Problem description
For the string "dead", state how many lines of the data hold it. Give nothing besides the number.

Saved data entries

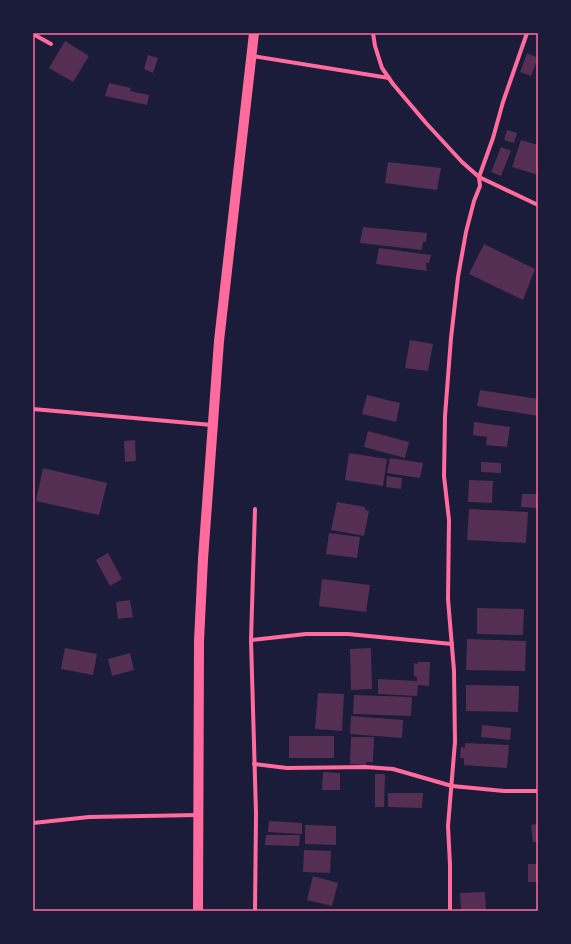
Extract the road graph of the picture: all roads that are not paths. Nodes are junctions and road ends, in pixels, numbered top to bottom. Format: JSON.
{"nodes":[{"id":1,"x":254,"y":33,"type":"edge"},
{"id":2,"x":373,"y":33,"type":"edge"},
{"id":3,"x":527,"y":33,"type":"edge"},
{"id":4,"x":33,"y":34,"type":"edge"},
{"id":5,"x":51,"y":44,"type":"dead end"},
{"id":6,"x":252,"y":56,"type":"junction"},
{"id":7,"x":389,"y":78,"type":"junction"},
{"id":8,"x":480,"y":177,"type":"junction"},
{"id":9,"x":538,"y":205,"type":"edge"},
{"id":10,"x":33,"y":409,"type":"edge"},
{"id":11,"x":212,"y":425,"type":"junction"},
{"id":12,"x":255,"y":509,"type":"dead end"},
{"id":13,"x":251,"y":640,"type":"junction"},
{"id":14,"x":452,"y":644,"type":"junction"},
{"id":15,"x":254,"y":764,"type":"junction"},
{"id":16,"x":452,"y":786,"type":"junction"},
{"id":17,"x":538,"y":791,"type":"edge"},
{"id":18,"x":198,"y":815,"type":"junction"},
{"id":19,"x":33,"y":823,"type":"edge"},
{"id":20,"x":198,"y":911,"type":"edge"},
{"id":21,"x":254,"y":911,"type":"edge"},
{"id":22,"x":450,"y":911,"type":"edge"}],
"edges":[{"from":1,"to":6,"type":"main road"},
{"from":2,"to":7,"type":"street"},
{"from":3,"to":8,"type":"street"},
{"from":4,"to":5,"type":"street"},
{"from":6,"to":7,"type":"street"},
{"from":6,"to":11,"type":"main road"},
{"from":7,"to":8,"type":"street"},
{"from":8,"to":9,"type":"street"},
{"from":8,"to":14,"type":"street"},
{"from":10,"to":11,"type":"street"},
{"from":11,"to":18,"type":"main road"},
{"from":12,"to":13,"type":"street"},
{"from":13,"to":14,"type":"street"},
{"from":13,"to":15,"type":"street"},
{"from":14,"to":16,"type":"street"},
{"from":15,"to":16,"type":"street"},
{"from":15,"to":21,"type":"street"},
{"from":16,"to":17,"type":"street"},
{"from":16,"to":22,"type":"street"},
{"from":18,"to":19,"type":"street"},
{"from":18,"to":20,"type":"main road"}]}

Answer section
2